When tackling equations or inequalities involving absolute values, a key step is to isolate the absolute value expression. This means you need to get the absolute value term by itself on one side of the equation or inequality. Consider the original inequality:

\[ 7 \geq |15x - 45| + 7 \]
To isolate the absolute value, subtract 7 from both sides. This cancels out the +7 added to the absolute value on the right side.

This subtraction simplifies to:
\[ 0 \geq |15x - 45| \]
Now, the absolute value is isolated. At this point, it’s crucial to understand that the expression inside the absolute value can only be zero or positive.

Once the absolute value has been isolated, the next step is to understand how to find and graph the solution. The inequality \(0 \geq |15x - 45|\) implies that the absolute value expression equals zero because absolute values can't be negative.

So, set the expression inside the absolute value equal to zero:
\[15x - 45 = 0\]
Solve for \(x\) to find the critical point that will be graphed. Solving gives \(x = 3\).

Geometrically, this solution is represented graphically just by the single point \(x = 3\) on a number line. Since we're dealing with an equation where the absolute value expression equals zero, our graph is a dot at this precise point, as there is only one solution.

Interval notation is a shorthand way of writing sets of numbers, commonly used to describe solutions to inequalities. It makes it easy to see which numbers are included in the solution set.

For this specific problem, where we find \(x = 3\) as the only solution, interval notation allows us to compactly write the solution as \([3, 3]\).

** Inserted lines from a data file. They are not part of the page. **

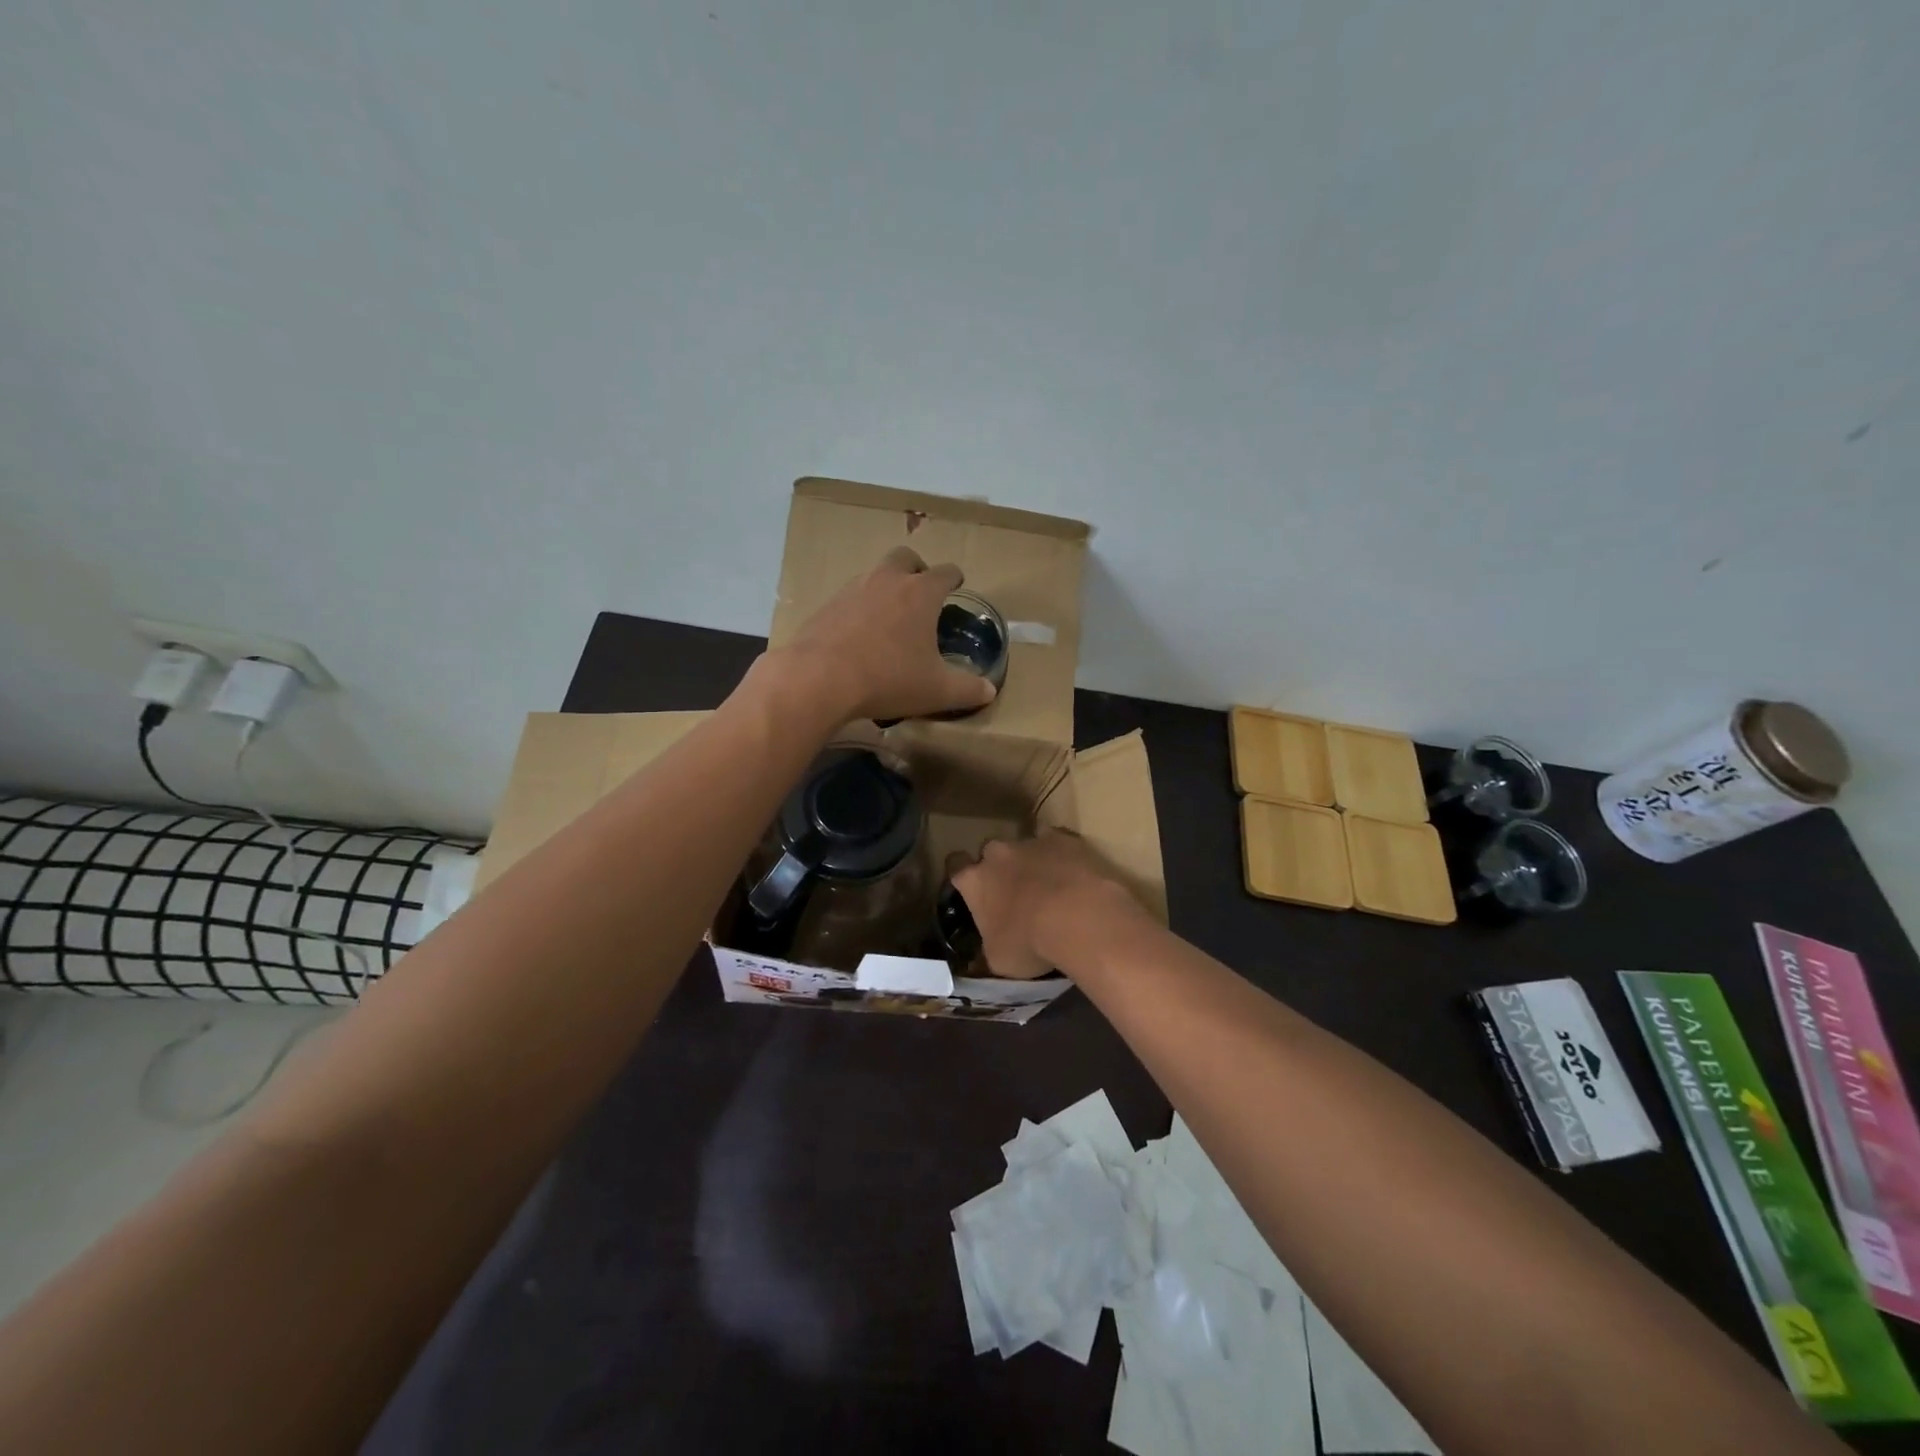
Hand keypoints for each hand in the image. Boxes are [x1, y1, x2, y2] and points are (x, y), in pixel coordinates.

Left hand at [774, 547, 997, 722]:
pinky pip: (849, 600)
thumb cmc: (889, 678)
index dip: (954, 578)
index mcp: (920, 593)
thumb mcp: (936, 690)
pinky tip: (859, 636)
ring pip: (874, 576)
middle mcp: (887, 581)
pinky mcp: (826, 607)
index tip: (957, 585)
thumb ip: (968, 690)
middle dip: (916, 569)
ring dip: (885, 589)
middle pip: (905, 558)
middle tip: (921, 591)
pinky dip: (859, 610)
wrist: (820, 678)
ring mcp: (852, 590)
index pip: (945, 573)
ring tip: (890, 617)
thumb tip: (989, 690)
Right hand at [952, 831, 1144, 979]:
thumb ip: (990, 946)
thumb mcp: (999, 959)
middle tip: (1014, 892)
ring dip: (1032, 861)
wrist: (1077, 917)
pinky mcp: (1065, 839)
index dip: (963, 876)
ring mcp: (1032, 843)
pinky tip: (1073, 873)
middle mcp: (998, 854)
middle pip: (990, 852)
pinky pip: (1058, 842)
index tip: (970, 887)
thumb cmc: (1029, 943)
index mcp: (975, 881)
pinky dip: (1062, 855)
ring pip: (1025, 846)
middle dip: (999, 868)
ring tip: (1049, 885)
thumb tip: (990, 949)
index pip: (956, 867)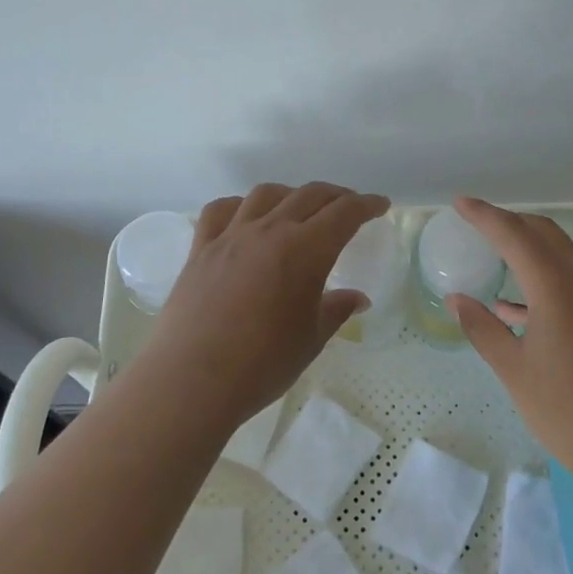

• The square brackets, \([\ ]\), indicate that the endpoint is included in the set, meaning \(x = 3\) is a exact point in the solution set.
• Here, both the lower and upper endpoints of the interval are the same, denoting that the solution is just a single point.

Using interval notation in this way provides a clear and concise way to express solutions involving absolute values, especially when they have endpoints or are specific points on a graph.